The study, entitled “Two Nations: Red and Blue”, was the collaborative effort of Brad O’Leary, a prominent American conservative writer, professor John Kenneth White, a cultural historian, and pollster John Zogby.
The authors studied and compared the political and cultural views of Americans who live in the 30 states that voted for George W. Bush in the 2000 presidential elections with those in the, fewer but more populous 20 states and the District of Columbia that voted for Al Gore. Calling the Bush states “Red” and the Gore states “Blue” they found that these “Red and Blue” state Americans were different demographically and ideologically. For example, the “Blue” (Gore) states had fewer older residents, gun owners, attendees at religious services, investors, Protestants, military veterans, rural dwellers and married voters. On the other hand, the “Red” (Bush) states had fewer younger voters, college graduates, Catholics and Jews, and union members.

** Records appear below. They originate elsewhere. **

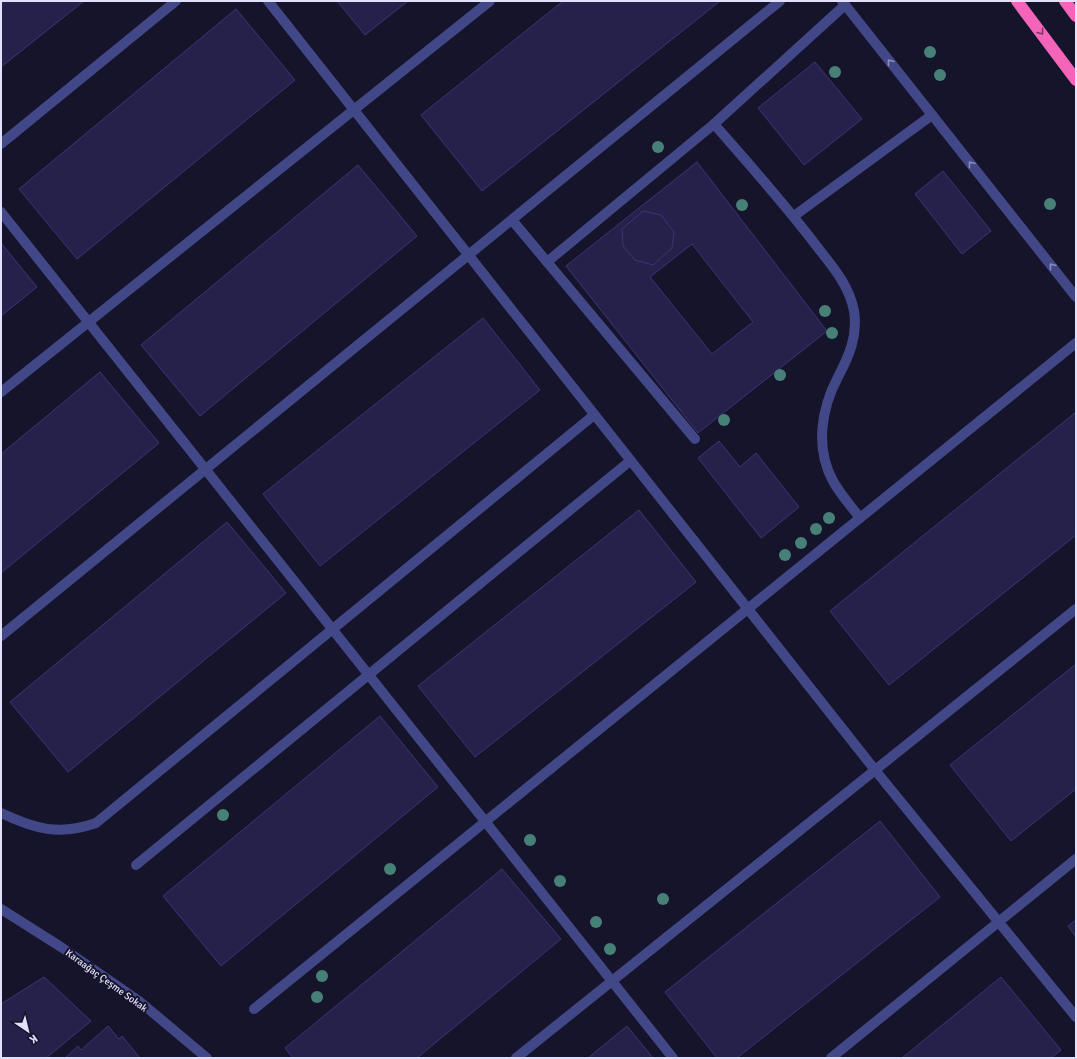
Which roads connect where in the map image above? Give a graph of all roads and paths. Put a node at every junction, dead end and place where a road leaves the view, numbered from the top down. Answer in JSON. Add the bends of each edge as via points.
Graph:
{"nodes":[{"id":1,"x":176,"y":1,"type":"edge"},
{"id":2,"x":268,"y":1,"type":"edge"},
{"id":3,"x":490,"y":1,"type":"edge"},
{"id":4,"x":780,"y":1,"type":"edge"},
{"id":5,"x":1017,"y":1,"type":"edge"},
{"id":6,"x":1065,"y":1,"type":"edge"},
{"id":7,"x":843,"y":3,"type":"edge"},
{"id":8,"x":1076,"y":16,"type":"edge"},
{"id":9,"x":1076,"y":80,"type":"edge"},
{"id":10,"x":354,"y":110,"type":"junction"},
{"id":11,"x":932,"y":116,"type":"junction"},
{"id":12,"x":714,"y":124,"type":"junction"},
{"id":13,"x":1,"y":144,"type":"edge"},
{"id":14,"x":1,"y":212,"type":"edge"},
{"id":15,"x":794,"y":216,"type":"junction"},
{"id":16,"x":512,"y":220,"type":"junction"},
{"id":17,"x":468,"y":256,"type":"junction"},
{"id":18,"x":547,"y":262,"type":"junction"},
{"id":19,"x":1076,"y":297,"type":"edge"},
{"id":20,"x":89,"y":322,"type":"junction"},
{"id":21,"x":1076,"y":343,"type":"edge"},
{"id":22,"x":1,"y":392,"type":"edge"},
{"id":23,"x":594,"y":415,"type":"junction"},
{"id":24,"x":696,"y":439,"type":"dead end"},
{"id":25,"x":630,"y":461,"type":"junction"},
{"id":26,"x":205,"y":470,"type":"junction"},
{"id":27,"x":860,"y":518,"type":"junction"},
{"id":28,"x":748,"y":608,"type":"junction"},
{"id":29,"x":1076,"y":609,"type":"edge"},
{"id":30,"x":332,"y":630,"type":"junction"},
{"id":31,"x":1,"y":636,"type":"edge"},
{"id":32,"x":368,"y":675,"type":"junction"},
{"id":33,"x":875,"y":770,"type":"junction"},
{"id":34,"x":1,"y":813,"type":"edge"},
{"id":35,"x":485,"y":822,"type":"junction"},
{"id":36,"x":1076,"y":859,"type":"edge"},
{"id":37,"x":136,"y":865,"type":"dead end"},
{"id":38,"x":1,"y":909,"type":"edge"},
{"id":39,"x":998,"y":922,"type":"junction"},
{"id":40,"x":611,"y":982,"type":"junction"},
{"id":41,"x":254,"y":1009,"type":"dead end"},
{"id":42,"x":1076,"y":1017,"type":"edge"},
{"id":43,"x":207,"y":1058,"type":"edge"},
{"id":44,"x":516,"y":1058,"type":"edge"},
{"id":45,"x":673,"y":1058,"type":"edge"},
{"id":46,"x":831,"y":1058,"type":"edge"}],
"edges":[{"from":1,"to":13,"type":"street"},
{"from":2,"to":10,"type":"street"},
{"from":3,"to":10,"type":"street"},
{"from":4,"to":16,"type":"street"},
{"from":5,"to":9,"type":"highway","one_way":true},
{"from":6,"to":8,"type":"highway"},
{"from":11,"to":7,"type":"street","one_way":true},
{"from":7,"to":12,"type":"street"},
{"from":10,"to":17,"type":"street"},
{"from":10,"to":20,"type":"street"},
{"from":11,"to":15,"type":"street"},
{"from":19,"to":11,"type":"street","one_way":true},
{"from":12,"to":15,"type":"street"},
{"from":12,"to":18,"type":"street"},
{"from":14,"to":20,"type":"street"},
{"from":15,"to":27,"type":"street","via":[[845,284],[854,312],[853,343],[848,360],[827,402],[822,433],[833,481]]},
{"from":16,"to":17,"type":"street"},
{"from":16,"to":18,"type":"street"},
{"from":17,"to":23,"type":"street"},
{"from":17,"to":26,"type":"street"},
{"from":18,"to":24,"type":"street"},
{"from":20,"to":22,"type":"street"},
{"from":20,"to":26,"type":"street"},
{"from":21,"to":27,"type":"street"},
{"from":23,"to":25,"type":"street"},
{"from":23,"to":30,"type":"street"},
{"from":25,"to":28,"type":"street"},
{"from":25,"to":32,"type":"street"},
{"from":26,"to":30,"type":"street"},
{"from":26,"to":31,"type":"street"},
{"from":27,"to":28,"type":"street"},
{"from":28,"to":33,"type":"street"},
{"from":28,"to":35,"type":"street"},
{"from":29,"to":33,"type":"street"},
{"from":30,"to":32,"type":"street"},
{"from":30,"to":34,"type":"street","via":[[96,823],[65,831],[46,830]]},
{"from":32,"to":35,"type":"street"},
{"from":32,"to":37,"type":"street"},
{"from":33,"to":39,"type":"street"},
{"from":33,"to":40,"type":"street"},
{"from":35,"to":40,"type":"street"},
{"from":35,"to":41,"type":"street"},
{"from":36,"to":39,"type":"street"},
{"from":38,"to":43,"type":"street","name":"Karaağaç Çeşme Sokak","via":[[139,1001]]},
{"from":39,"to":42,"type":"street"},
{"from":39,"to":46,"type":"street"},
{"from":40,"to":44,"type":"street"},
{"from":40,"to":45,"type":"street"}]}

These demographic differences produced not only different voting behaviors, but also different ways of defining what it means to be an American and different attitudes towards what ought to be U.S. domestic and foreign policy.
While the divisions between these two groups were in clear evidence in the fractious national election of 2000, they remain just as real today. In fact, if the 2004 election were held today, Bush would win handily in the “Red States” by a 10% margin. But a Democrat would win in the “Blue States” by an 11% margin.
But the differences between the two groups are not only found in their voting patterns but in their views as well. “Red State” voters, for example, tend to believe that moral values are “absolute” while “Blue State” voters were more inclined to accept “a live and let-live” moral philosophy. This, of course, yields vastly different views on the many key social issues being debated in the United States today. “Red State” voters, therefore, are less likely to than “Blue State” voters to support abortion rights and what are called civil unions.
At the same time, according to the study, “Red State” voters also favored a strong and aggressive unilateral military response to 9/11, while “Blue State” voters supported a more multilateral foreign policy working through the United Nations. For example, when asked whether the United States should remain in Iraq until a stable government is formed there or whether the United States should move to bring U.S. forces home in favor of a multilateral peace-keeping effort, a strong majority of “Red State” voters favored the former approach, while the majority of “Blue State” voters favored a U.S. handoff to the UN and Iraq.
When asked, overall, to rate President Bush’s job performance, a sizable majority of “Red State” voters approved of the President’s efforts, while voters in “Blue States” strongly disapproved. From this, the “Two Nations” authors concluded that the U.S. electorate is, in many ways, back to where it was in 2000 when President Bush began his tenure in office on the heels of a controversial Supreme Court decision. It is true that popular support for the President’s initial response to the 9/11 terrorist attacks gave him a tremendous boost in legitimacy. But with four in five U.S. voters approving of his presidency in late 2001, Bush embarked on an aggressive international and domestic agenda that has, it appears, delighted “Red State” voters, while frustrating many “Blue State” constituents. The result has been that the President’s ratings are now back to their 2000 levels. Even though the capture of Saddam Hussein gave Bush a slight boost in national polls, a closer look reveals that those Americans who now approve of his Iraq war performance are largely those who live in “Red States”. Meanwhile the President’s ratings in the “Blue States” have not improved.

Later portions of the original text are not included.